/databricks-audit-logs

Primary LanguagePythonApache License 2.0Apache-2.0

databricks-audit-logs

Delta Live Tables makes it easy to build and manage reliable data pipelines that deliver high-quality data on Delta Lake.

This repo contains a DLT pipeline that can be used to process Databricks audit logs and prepare them for donwstream monitoring, analysis and alerting.

image

To get this DLT pipeline running on your environment, please use the following steps:

Clone the repo and setup the DLT pipeline:

  1. Clone this Github Repo using our Repos for Git Integration (see the docs for AWS, Azure, GCP).
  2. Create a new DLT pipeline, linking to the dlt_audit_logs.py notebook if you're writing to a Hive Metastore and dlt_audit_logs_uc.py notebook if you're writing to UC. See the docs for AWS, Azure, GCP for detailed steps.

Hive Metastore Setup:

  1. If you're writing to a Hive Metastore you’ll need to enter the following configuration options:

    • INPUT_PATH: The cloud storage path that you’ve configured for audit log delivery. This will usually be a protected storage account which isn’t exposed to your Databricks users.
    • OUTPUT_PATH: The cloud storage path you want to use for your audit log Delta Lakes. This will usually be a protected storage account which isn’t exposed to your Databricks users.
    • CONFIG_FILE: The path to the audit_logs.json file once checked out in your repo.
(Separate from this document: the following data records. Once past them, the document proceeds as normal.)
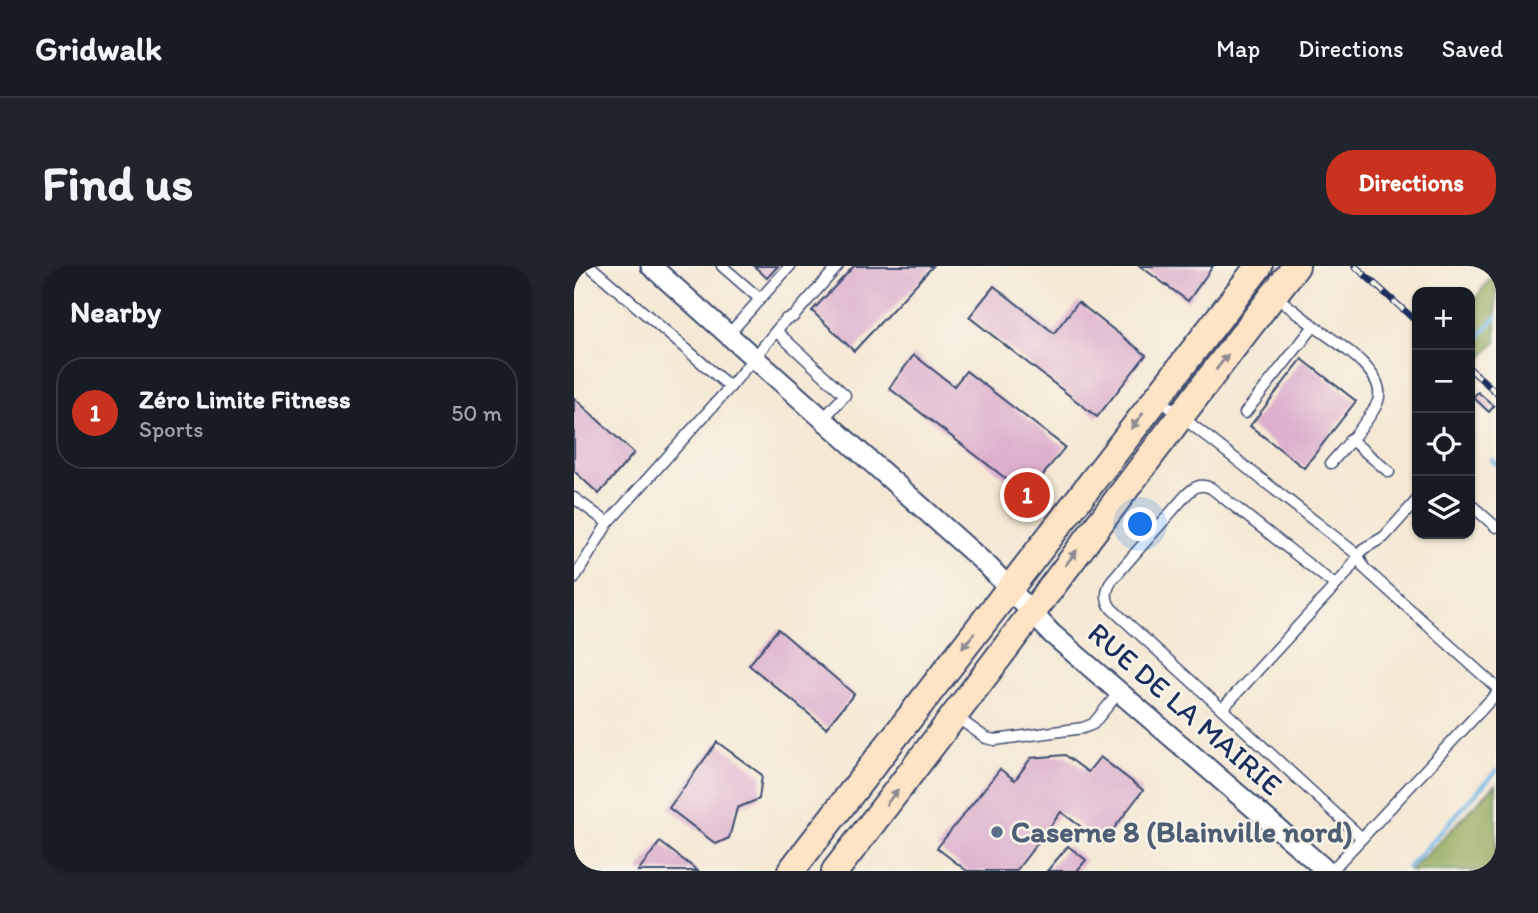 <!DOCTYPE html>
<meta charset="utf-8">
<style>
:root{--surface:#171b24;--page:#20242c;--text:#f1f3f6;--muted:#9ea1a6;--line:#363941;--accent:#c8321e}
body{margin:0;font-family:Itim,sans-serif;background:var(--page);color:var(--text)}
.controls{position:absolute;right:21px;top:21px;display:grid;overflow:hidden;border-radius:14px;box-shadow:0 2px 5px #0004}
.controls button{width:63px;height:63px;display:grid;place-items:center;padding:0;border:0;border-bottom:2px solid var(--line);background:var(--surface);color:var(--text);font:35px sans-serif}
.you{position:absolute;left:567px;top:259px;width:24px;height:24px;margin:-18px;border:5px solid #fff;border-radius:50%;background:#1a73e8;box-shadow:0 0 0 10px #1a73e833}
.badge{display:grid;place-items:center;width:46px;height:46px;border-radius:50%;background:var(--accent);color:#fff;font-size:23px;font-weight:700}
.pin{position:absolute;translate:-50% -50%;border:4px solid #fff;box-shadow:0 2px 7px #0006}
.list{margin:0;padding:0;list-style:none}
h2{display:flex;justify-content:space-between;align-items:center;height:91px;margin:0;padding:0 28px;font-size:30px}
h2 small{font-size:23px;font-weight:400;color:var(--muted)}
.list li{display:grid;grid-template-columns:46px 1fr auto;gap:21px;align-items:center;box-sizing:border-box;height:112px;margin:0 14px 14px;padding:0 14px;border:2px solid var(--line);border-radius:28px}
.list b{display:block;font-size:26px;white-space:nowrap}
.list p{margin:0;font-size:23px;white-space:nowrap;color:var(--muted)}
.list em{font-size:23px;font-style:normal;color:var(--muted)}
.icon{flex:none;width:38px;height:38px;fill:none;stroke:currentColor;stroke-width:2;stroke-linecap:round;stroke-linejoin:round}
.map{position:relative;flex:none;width:922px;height:605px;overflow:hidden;border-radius:28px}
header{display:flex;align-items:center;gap:42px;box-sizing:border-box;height:98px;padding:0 35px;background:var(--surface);border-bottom:2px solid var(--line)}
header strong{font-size:33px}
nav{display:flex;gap:38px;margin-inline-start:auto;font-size:24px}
.intro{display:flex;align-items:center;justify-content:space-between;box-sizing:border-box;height:168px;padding:0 42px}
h1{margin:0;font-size:49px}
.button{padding:18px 32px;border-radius:28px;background:var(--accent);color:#fff;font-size:24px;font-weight:700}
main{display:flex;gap:42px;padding:0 42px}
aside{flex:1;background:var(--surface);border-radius:28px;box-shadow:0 2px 5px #0004}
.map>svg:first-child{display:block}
.forest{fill:#8fa85a;stroke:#556c5c;stroke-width:2}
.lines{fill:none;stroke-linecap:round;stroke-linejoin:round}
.stream{stroke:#71b5e7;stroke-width:4.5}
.building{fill:#ddb0ce}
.lane-casing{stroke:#3c4b70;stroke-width:13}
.street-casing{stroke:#3c4b70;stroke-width:23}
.secondary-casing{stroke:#3c4b70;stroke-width:30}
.lane{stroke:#fff;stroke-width:10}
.street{stroke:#fff;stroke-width:19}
.secondary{stroke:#fee4c5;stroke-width:26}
.rail-casing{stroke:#1b2f5e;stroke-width:7}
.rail{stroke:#f7f3e8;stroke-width:4.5;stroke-dasharray:13;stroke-linecap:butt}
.oneway{fill:#8c8a92}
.service-dot{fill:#5c6f8a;stroke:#f7f3e8;stroke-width:2.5}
.labels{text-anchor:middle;stroke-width:5;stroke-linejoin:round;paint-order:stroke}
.street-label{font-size:30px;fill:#1b2f5e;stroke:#f7f3e8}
.service-label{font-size:30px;font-weight:bold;fill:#4e5e75;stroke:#f7f3e8;text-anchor:start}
</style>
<header>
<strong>Gridwalk</strong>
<nav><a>Map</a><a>Directions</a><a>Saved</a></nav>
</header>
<div class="intro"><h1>Find us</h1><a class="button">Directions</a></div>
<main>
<aside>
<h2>Nearby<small></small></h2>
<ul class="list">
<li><span class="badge">1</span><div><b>Zéro Limite Fitness</b><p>Sports</p></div><em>50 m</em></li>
</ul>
</aside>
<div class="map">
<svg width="922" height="605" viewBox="0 0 922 605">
<rect width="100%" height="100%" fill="#f7f3e8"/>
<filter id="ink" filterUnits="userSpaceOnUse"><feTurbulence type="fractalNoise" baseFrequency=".0143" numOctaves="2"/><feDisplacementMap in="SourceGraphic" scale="14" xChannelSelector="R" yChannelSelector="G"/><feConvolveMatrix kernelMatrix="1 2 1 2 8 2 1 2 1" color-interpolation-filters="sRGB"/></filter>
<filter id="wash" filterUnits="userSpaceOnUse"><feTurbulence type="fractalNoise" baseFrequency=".00686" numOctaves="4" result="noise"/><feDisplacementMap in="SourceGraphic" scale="28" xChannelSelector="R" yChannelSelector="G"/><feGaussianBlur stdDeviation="1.57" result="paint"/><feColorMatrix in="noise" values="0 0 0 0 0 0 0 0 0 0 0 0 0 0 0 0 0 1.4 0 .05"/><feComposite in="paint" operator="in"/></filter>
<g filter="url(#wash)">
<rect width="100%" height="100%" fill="#f5e8d4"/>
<g class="forest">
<polygon points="922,4 922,75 906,94 896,84 896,40"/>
<polygon points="922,518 922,601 918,605 836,605"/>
</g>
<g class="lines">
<g class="stream">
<polyline points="896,81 922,51"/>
<polyline points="896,172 897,173"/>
<polyline points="918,194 922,198"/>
<polyline points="834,602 922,505"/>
</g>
</g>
<g id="blocks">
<g class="building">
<polygon points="180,0 204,0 193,12"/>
<polygon points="280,0 359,0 280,85 238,45"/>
<polygon points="566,0 639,0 614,35"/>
<polygon points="420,20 480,67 504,36 572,89 523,151 395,51"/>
<polygon points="340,89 380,120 392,105 491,181 453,229 315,122"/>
<polygon points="728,93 782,135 730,202 676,160"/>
<polygon points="904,126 920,140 915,146 899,131"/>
<polygon points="0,132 60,187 25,228 0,205"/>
<polygon points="204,363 280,428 252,462 175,399"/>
<polygon points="143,476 188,509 185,533 163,542 155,572 142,578 95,542"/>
<polygon points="491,489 514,506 526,491 569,524 529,577 487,546 442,605 393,605 363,582 426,503 441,514 457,492"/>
<polygon points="86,576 124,605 64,605"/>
<polygon points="494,580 512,594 503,605 473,605"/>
</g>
</g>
</g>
<g filter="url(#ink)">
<use href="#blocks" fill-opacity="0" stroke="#3c4b70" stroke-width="2"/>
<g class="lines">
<g class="lane-casing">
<g id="lane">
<polyline points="16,0 156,121"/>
<polyline points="148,0 186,33 154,69"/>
<polyline points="186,33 216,0"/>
<path d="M740,60C760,75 814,106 804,135C798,152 770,182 757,197"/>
<polyline points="202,65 212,53 219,51 264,0"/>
<polyline points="585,133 784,289 790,302 922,421"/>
<polyline points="671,147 740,60 700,29"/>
<polyline points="776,173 815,206"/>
<polyline points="0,232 34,257 0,313"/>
<polyline points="843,234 810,271 789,283 772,308 648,443 788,572 922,428"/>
<polyline points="896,238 922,261"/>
<polyline points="34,257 156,121 202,65 271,129 249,153"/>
<path d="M648,443L538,343C530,333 532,324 538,314L612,229C620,221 626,217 637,222L761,319"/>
<polyline points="381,450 412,472 421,474 509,462 519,458 546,425"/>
<polyline points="757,605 788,572"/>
</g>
</g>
<g class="street-casing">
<polyline id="street" points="77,0 415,301 478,368 753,605"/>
</g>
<g class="secondary-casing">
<g id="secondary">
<polyline points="217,605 685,0"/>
<path d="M261,605C417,405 566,200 722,0"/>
</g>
</g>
<use href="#lane" class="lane"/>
<use href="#street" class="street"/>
<use href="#secondary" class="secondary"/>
<g class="rail-casing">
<g id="rail">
<polyline points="781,0 843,56"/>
<polyline points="896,103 922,126"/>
</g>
</g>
<use href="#rail" class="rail"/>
</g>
<defs><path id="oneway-solid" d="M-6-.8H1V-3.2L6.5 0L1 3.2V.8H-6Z" transform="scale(1.75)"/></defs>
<g class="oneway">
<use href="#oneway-solid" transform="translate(648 96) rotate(-52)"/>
<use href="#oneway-solid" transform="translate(563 155) rotate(128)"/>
<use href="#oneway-solid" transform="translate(497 292) rotate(-53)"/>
<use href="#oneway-solid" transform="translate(394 375) rotate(128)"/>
<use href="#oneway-solid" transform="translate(318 531) rotate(-52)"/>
</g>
</g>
<circle class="service-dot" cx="423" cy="566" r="7"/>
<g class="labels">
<g class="street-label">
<text transform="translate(611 443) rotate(41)" y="10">RUE DE LA MAIRIE</text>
</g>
<g class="service-label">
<text x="437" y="576">Caserne 8 (Blainville nord)</text>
</g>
</g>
</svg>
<div class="controls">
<button>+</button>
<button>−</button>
<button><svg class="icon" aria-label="locate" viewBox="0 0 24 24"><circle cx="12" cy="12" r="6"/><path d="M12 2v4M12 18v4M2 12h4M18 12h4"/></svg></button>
<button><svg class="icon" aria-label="layers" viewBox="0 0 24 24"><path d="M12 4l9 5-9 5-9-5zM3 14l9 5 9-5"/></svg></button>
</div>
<div class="you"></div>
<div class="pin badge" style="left:453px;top:229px">1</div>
</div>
</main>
Note: once you’ve edited the settings that are configurable via the UI, you’ll need to edit the JSON so that you can add the configuration needed to authenticate with your INPUT_PATH and OUTPUT_PATH to the clusters object:

  • For AWS add the instance_profile_arn to the aws_attributes object.
  • For Azure add the Service Principal secrets to the spark_conf object.
  • For GCP add the google_service_account to the gcp_attributes object.

UC Setup:

  1. If you're writing to a UC Metastore you’ll need to enter the following configuration options:

    • INPUT_PATH: The cloud storage path that you’ve configured for audit log delivery. This will can either be a UC managed external location or a protected storage account which isn’t exposed to your Databricks users. If you choose to use a protected storage account, you will also need to add the appropriate cloud IAM configuration as per the note above.
    • CONFIG_FILE: The path to the audit_logs.json file once checked out in your repo.
  2. Now you should be ready to configure your pipeline to run based on the appropriate schedule and trigger. Once it’s ran successfully, you should see something like this:

image

There are a few things you should be aware of:

  1. The pipeline processes data based on a configurable list of log levels and service names based on the CONFIG_FILE referenced above.
  2. By default, the log levels are ACCOUNT_LEVEL and WORKSPACE_LEVEL. Right now these are the only audit levels that we use at Databricks, but there’s no guarantee that we won’t add additional log levels in the future. It’s worth checking the audit log schema periodically to ensure that you aren’t missing any logs because new audit levels have been added (see the docs for AWS, Azure, GCP).
  3. The serviceNames are more likely to change as we add new features and therefore services to the platform. They could also vary depending on whether customers leverage features like PCI-DSS compliance controls or Enhanced Security Mode. You can periodically check the list of service names on our public docs (AWS, Azure, GCP) but because the likelihood of this is greater, we’ve also added a detection mode into the DLT pipeline to make you aware if there are some new services that you’re not ingesting logs for.

Once the pipeline has been run, you can use the example sql queries to query the curated data, and even better set up Databricks SQL alerts for actions that you want to be proactively informed of.

  • NB - for UC you may need to run USE CATALOG to select your target catalog first.